Fr. Ursula Bouffier, Schirmherrin der Rheuma-Liga Hessen
Die zahlreich erschienenen Gäste gingen gemeinsam mit der Berliner Professorin Dr. Erika Gromnica-Ihle, Gastmoderatorin der Veranstaltung und als Präsidentin der Deutschen Rheuma-Liga eine der erfahrensten Rheumatologinnen Deutschlands, auf Spurensuche. Gefahndet wurden anhand echter Patientenfälle aus der Region nach den richtigen Diagnosen aus dem Formenkreis der Rheumaerkrankungen.
„Die von den Rheumatologen aus der Region präsentierten Fälle waren schwierig zu lösen, aber sie beschreiben sehr gut den Alltag eines Arztes, wenn es um eine der vielen möglichen Erkrankungen des rheumatischen Formenkreises geht“, sagt Prof. Müller-Ladner. „Denn Rheumaerkrankungen maskieren sich häufig und ihre Symptome sind nicht so klar und eindeutig, wie bei vielen anderen Krankheiten“.

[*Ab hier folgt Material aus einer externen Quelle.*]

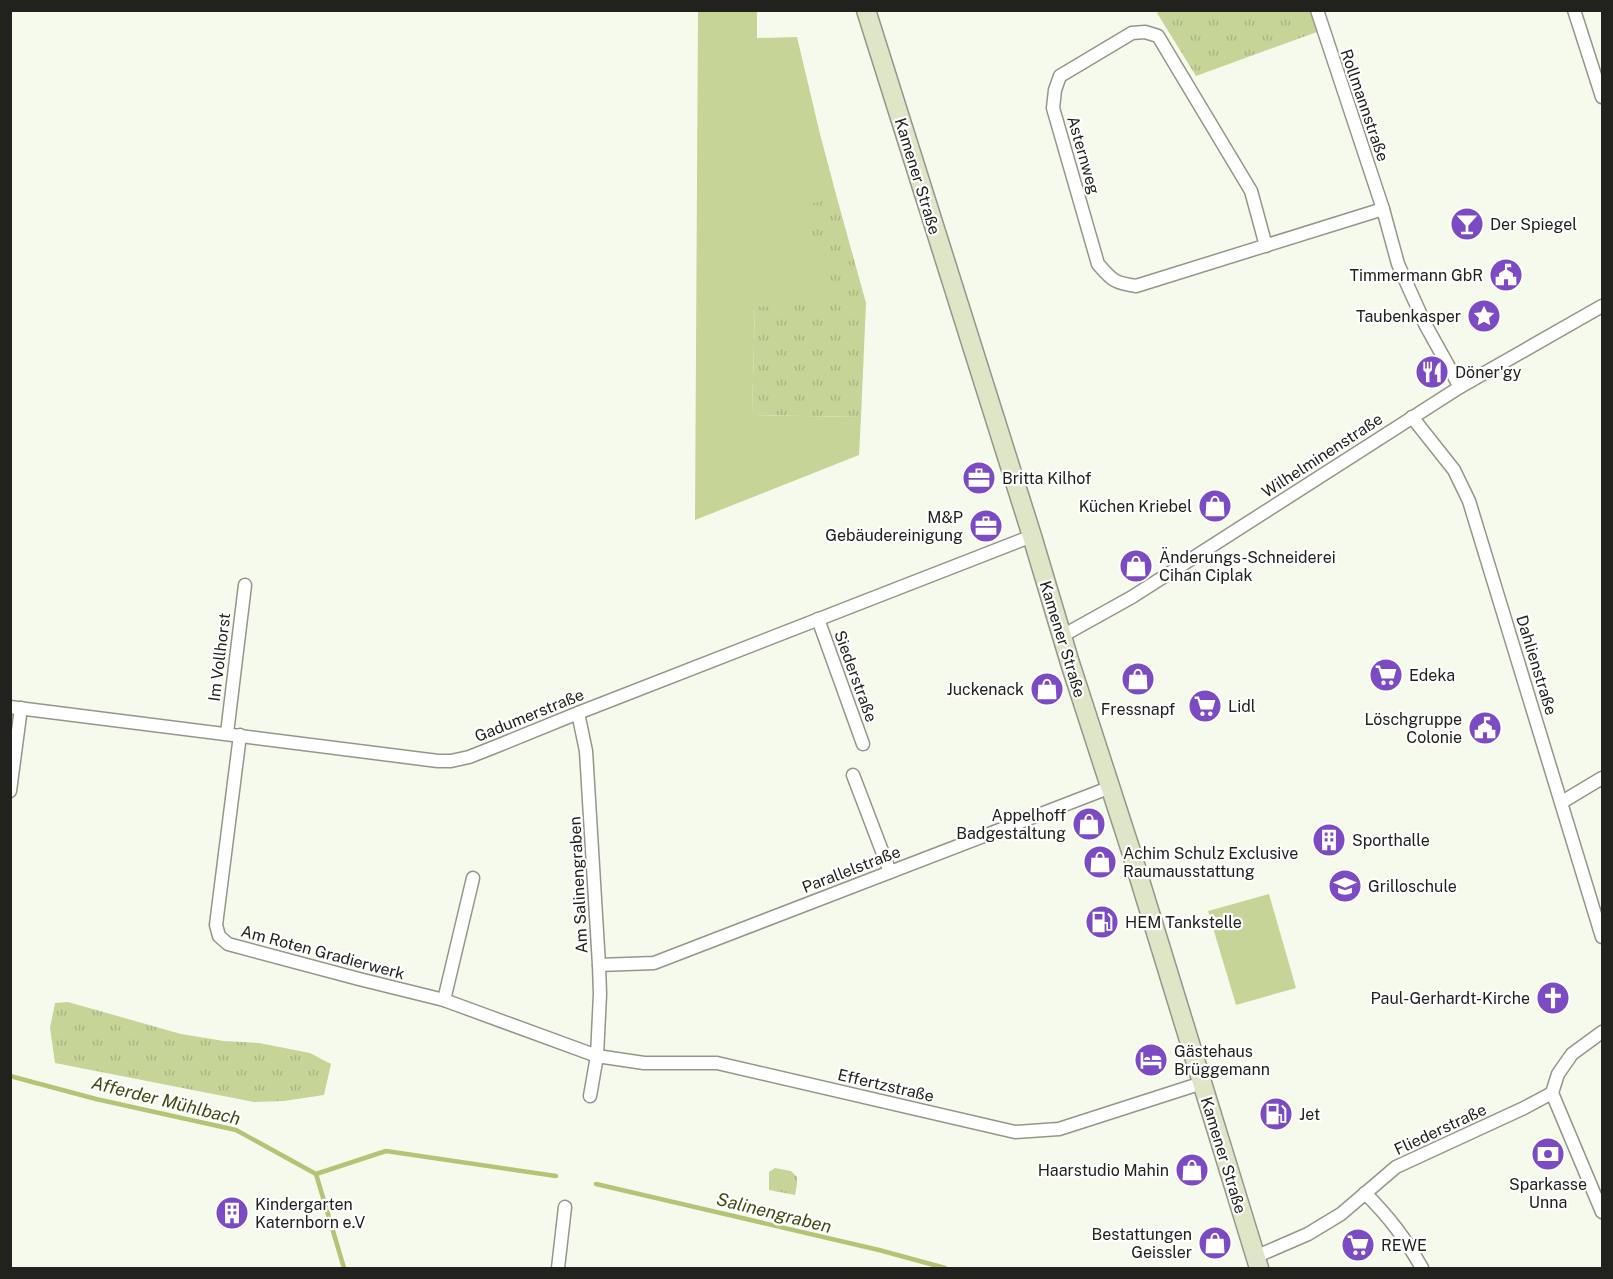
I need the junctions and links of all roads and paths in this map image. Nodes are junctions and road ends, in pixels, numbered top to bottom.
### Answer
1 (866, 10) edge
2 (1317, 10) edge
3 (1574, 10) edge
4 (1602, 97) edge
5 (1383, 209) junction
6 (1266, 246) junction
7 (1602, 306) edge
8 (1460, 387) junction
9 (1412, 417) junction
10 (1032, 536) junction
11 (245, 585) dead end
12 (818, 619) junction
13 (1062, 636) junction
14 (16, 708) edge
15 (578, 713) junction
16 (226, 734) junction
17 (240, 735) junction
18 (863, 744) dead end
19 (853, 775) dead end
20 (1602, 778) edge
21 (1111, 787) junction
22 (10, 790) edge
23 (1563, 802) junction
24 (890, 872) junction
25 (473, 878) dead end
26 (1602, 937) edge
27 (599, 965) junction
28 (444, 1000) junction
29 (1602, 1032) edge
30 (597, 1056) junction
31 (1202, 1083) junction
32 (1552, 1093) junction
33 (591, 1096) dead end
34 (1365, 1193) junction
35 (565, 1207) dead end
36 (1602, 1212) edge
37 (1257, 1263) edge
38 (558, 1269) edge
39 (1422, 1269) edge

1 - 10 main road, Kamener Straße
2 - 5 street, Rollmannstraße
3 - 4 street
5 - 6 street, Asternweg
5 - 8 street, Rollmannstraße
6 - 6 street, Asternweg
7 - 8 street, Wilhelminenstraße
8 - 9 street, Wilhelminenstraße
9 - 13 street, Wilhelminenstraße
9 - 23 street, Dahlienstraße
10 - 12 street, Gadumerstraße
10 - 13 main road, Kamener Straße
11 - 16 street, Im Vollhorst
12 - 15 street, Gadumerstraße
12 - 18 street, Siederstraße
13 - 21 main road, Kamener Straße
14 - 16 street, Gadumerstraße
14 - 22 street
15 - 17 street, Gadumerstraße
15 - 27 street, Am Salinengraben
16 - 17 street, Gadumerstraße
17 - 28 street, Am Roten Gradierwerk
19 - 24 street
20 - 23 street
21 - 24 street, Parallelstraße
21 - 31 main road, Kamener Straße
23 - 26 street, Dahlienstraße
24 - 27 street, Parallelstraße
25 - 28 street
27 - 30 street, Am Salinengraben
28 - 30 street, Am Roten Gradierwerk
29 - 32 street
30 - 31 street, Effertzstraße
30 - 33 street
31 - 37 main road, Kamener Straße
32 - 34 street, Fliederstraße
32 - 36 street
34 - 37 street, Fliederstraße
34 - 39 street
35 - 38 street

Daher sei auch die Vernetzung zwischen den niedergelassenen Ärzten und den Spezialisten aus der Klinik besonders wichtig, da nach dem ersten Verdacht und der detektivischen Arbeit des niedergelassenen Arztes häufig klinische Spezialisten zu Rate gezogen werden müssen.
„Durch Fortbildungen wie diese wollen wir einen Beitrag leisten, den Spürsinn der niedergelassenen Kollegen für Rheumaerkrankungen zu schärfen und unsere Kooperation zu vertiefen, aber auch um ständig neue Aspekte rheumatischer Erkrankungen zusammen zu erarbeiten“, erläutert Prof. Müller-Ladner.
Gleichzeitig stelle aber auch die wissenschaftliche Arbeit in der Rheumatologie eine wichtige Säule für die klinische Anwendung dar: „Durch unsere Arbeit im Labor sind wir sehr dicht an den neuesten Erkenntnissen der rheumatologischen Forschung und können diese schnell in die klinische Praxis umsetzen“, schildert er. Der an der Klinik angesiedelte Lehrstuhl für Rheumatologie der Justus-Liebig Universität Giessen wurde immer wieder für ihre herausragenden Forschungsarbeiten von Fachgesellschaften ausgezeichnet. „Diese Vernetzung von Klinik und Forschung im Dreieck Kerckhoff-Klinik, Universität Gießen und Max-Planck Institut bringt Nutzen für unsere Patienten und sichert auch langfristig die Qualität der rheumatologischen Versorgung an der Kerckhoff-Klinik“, betont Prof. Müller-Ladner, der abschließend der Rheuma-Liga Hessen für die große Unterstützung bei der Durchführung des Frühjahrssymposiums dankte.